Republicans focused on cuts that were avoided, noting their budget
reductions are shallower than the House's.
"You didn't change the funding for pregnant women in the Medicaid
program," Sen. Don Sullivan, R-Seminole, told his fellow senators, listing
programs that avoided the ax. "We didn't kill anything. We didn't cripple
anything. n. Criminals are still going to be in jail. ... We did a good job
under difficult circumstances." :~
The overall Senate and House approaches to balancing the budget are
more similar than when lawmakers tried to do it in October. A special
session then derailed when the two chambers couldn't agree on whether to
delay a tax break.
Gov. Jeb Bush called the Legislature back for the current special session
to try again, and has brokered a deal that calls for delaying a tax break that
stock and bond holders would have gotten Jan. 1.

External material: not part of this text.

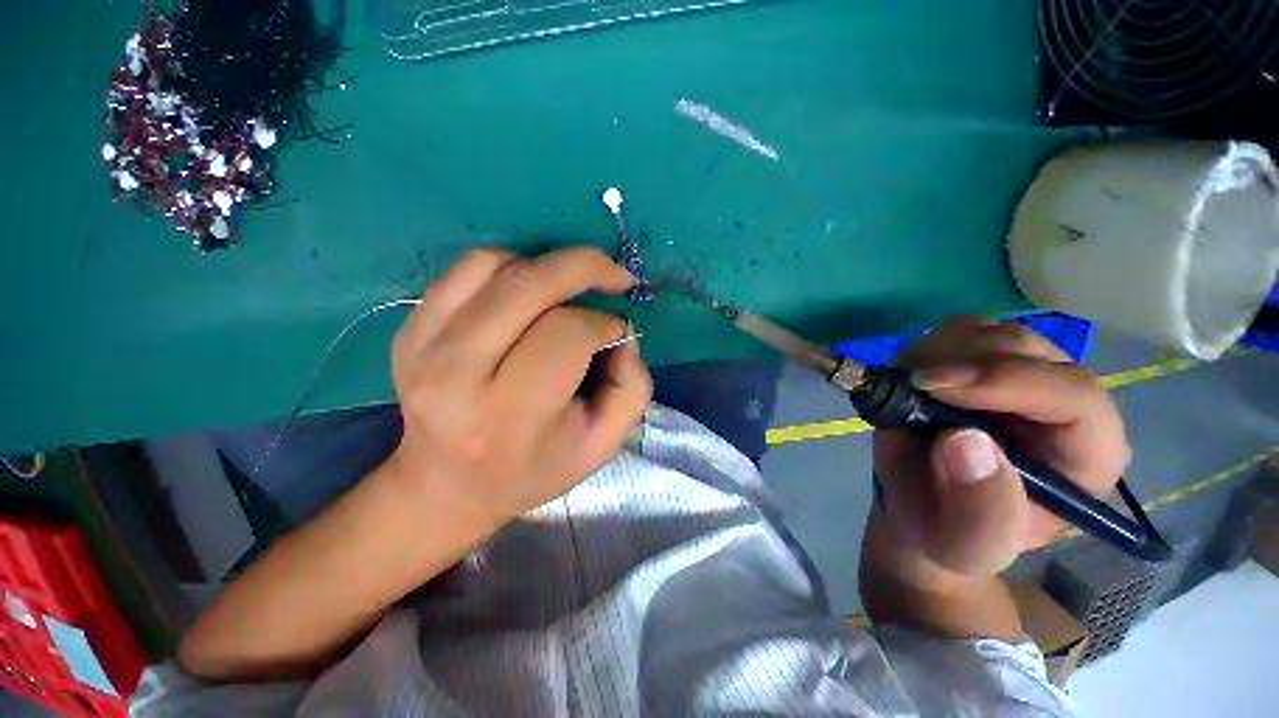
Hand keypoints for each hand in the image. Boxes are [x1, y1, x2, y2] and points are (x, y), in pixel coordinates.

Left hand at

That frees up $130 million, which the House was able to add back to its
budget Thursday.
But differences in some details remain.
For example, a Senate reduction would cost Florida's program fighting teen
tobacco use $7.5 million, 20 percent of its budget.
The House would cut twice that, $14.7 million.
The House cut "would destroy the program," said Ralph DeVitto, vice
president of the American Cancer Society in Florida.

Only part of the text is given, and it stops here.